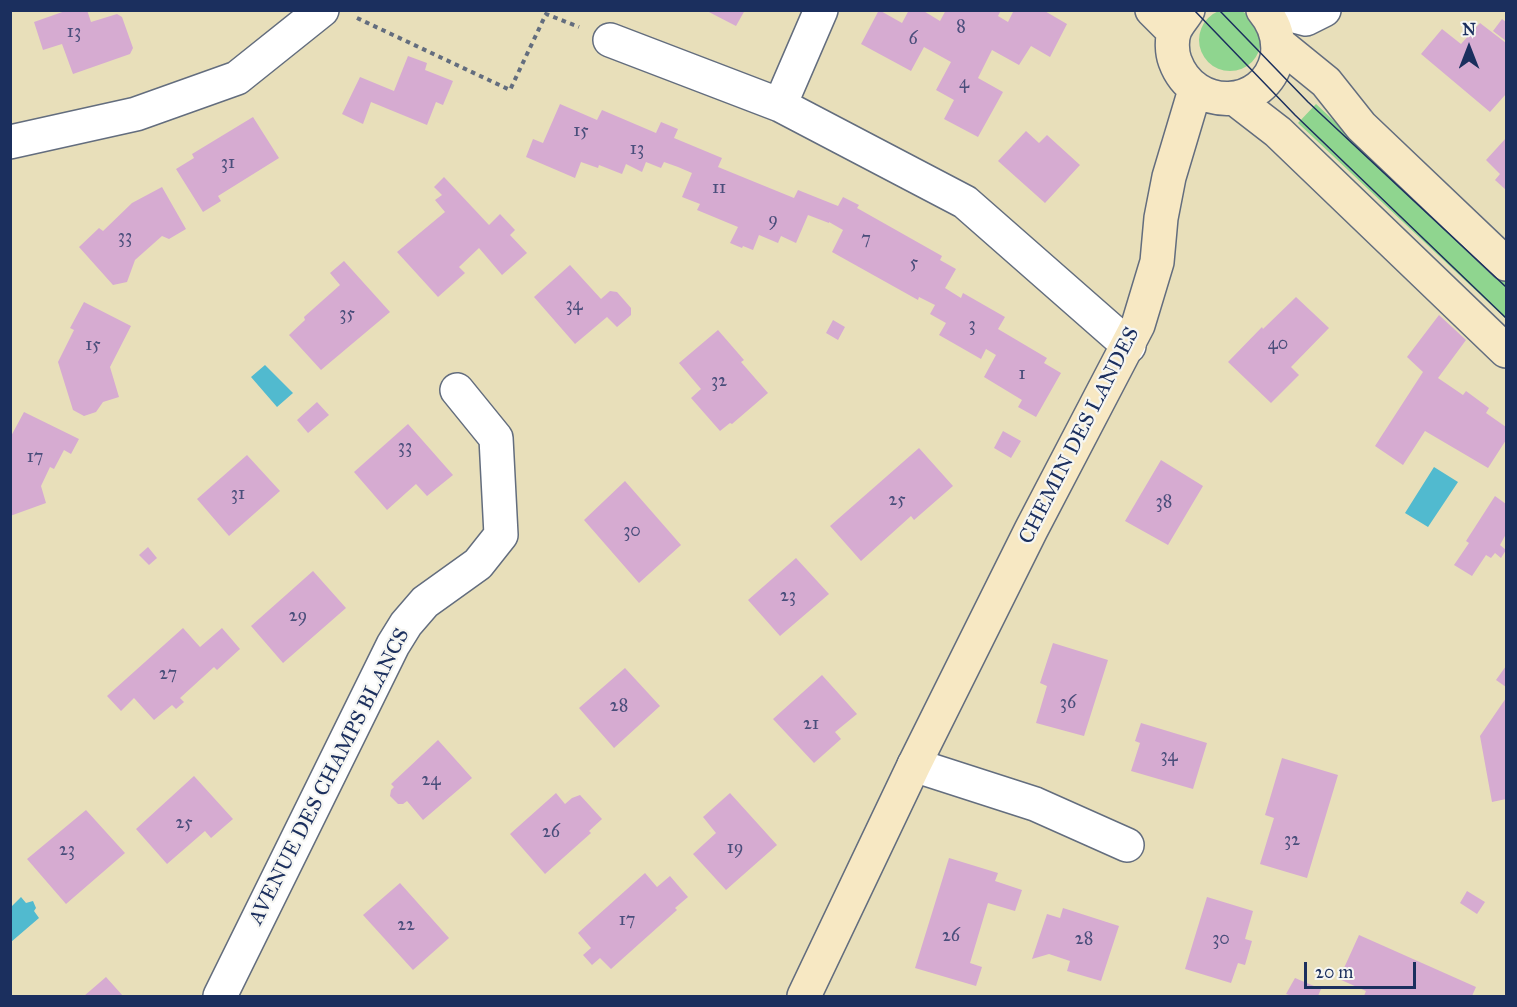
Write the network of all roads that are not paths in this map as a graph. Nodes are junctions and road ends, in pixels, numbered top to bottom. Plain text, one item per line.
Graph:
1 (821, 10) edge
2 (1263, 10) edge
3 (1272, 10) edge
4 (1323, 10) edge
5 (338, 13) edge
6 (1171, 18) edge
7 (610, 40) road end
8 (1278, 43) junction
9 (1195, 90) junction
10 (1234, 99) junction
11 (780, 105) junction
12 (10, 142) edge
13 (1506, 264) edge
14 (1129, 346) junction
15 (1506, 351) edge
16 (457, 390) dead end
17 (914, 765) junction
18 (1127, 845) dead end
19 (220, 996) edge
20 (804, 996) edge

1 - 11 street
2 - 8 street
3 - 4 street
5 - 12 street
6 - 9 street
7 - 11 street
8 - 10 street
8 - 13 street
9 - 10 street
9 - 14 street, CHEMIN DES LANDES
10 - 15 street
11 - 14 street
14 - 17 street, CHEMIN DES LANDES
16 - 19 street, AVENUE DES CHAMPS BLANCS
17 - 18 street
17 - 20 street, CHEMIN DES LANDES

- [Assignment] Each record above is to be copied out exactly; its pictures are not.

- [Answer to this task]
Write the network of all roads that are not paths in this map as a graph. Nodes are junctions and road ends, in pixels, numbered top to bottom. Plain text, one item per line.
Graph:
1 (821, 10) edge
2 (1263, 10) edge
3 (1272, 10) edge
4 (1323, 10) edge
5 (338, 13) edge
6 (1171, 18) edge
7 (610, 40) road end
8 (1278, 43) junction
9 (1195, 90) junction
10 (1234, 99) junction
11 (780, 105) junction
12 (10, 142) edge
13 (1506, 264) edge
14 (1129, 346) junction
15 (1506, 351) edge
16 (457, 390) dead end
17 (914, 765) junction
18 (1127, 845) dead end
19 (220, 996) edge
20 (804, 996) edge

1 - 11 street
2 - 8 street
3 - 4 street
5 - 12 street
6 - 9 street
7 - 11 street
8 - 10 street
8 - 13 street
9 - 10 street
9 - 14 street, CHEMIN DES LANDES
10 - 15 street
11 - 14 street
14 - 17 street, CHEMIN DES LANDES
16 - 19 street, AVENUE DES CHAMPS BLANCS
17 - 18 street
17 - 20 street, CHEMIN DES LANDES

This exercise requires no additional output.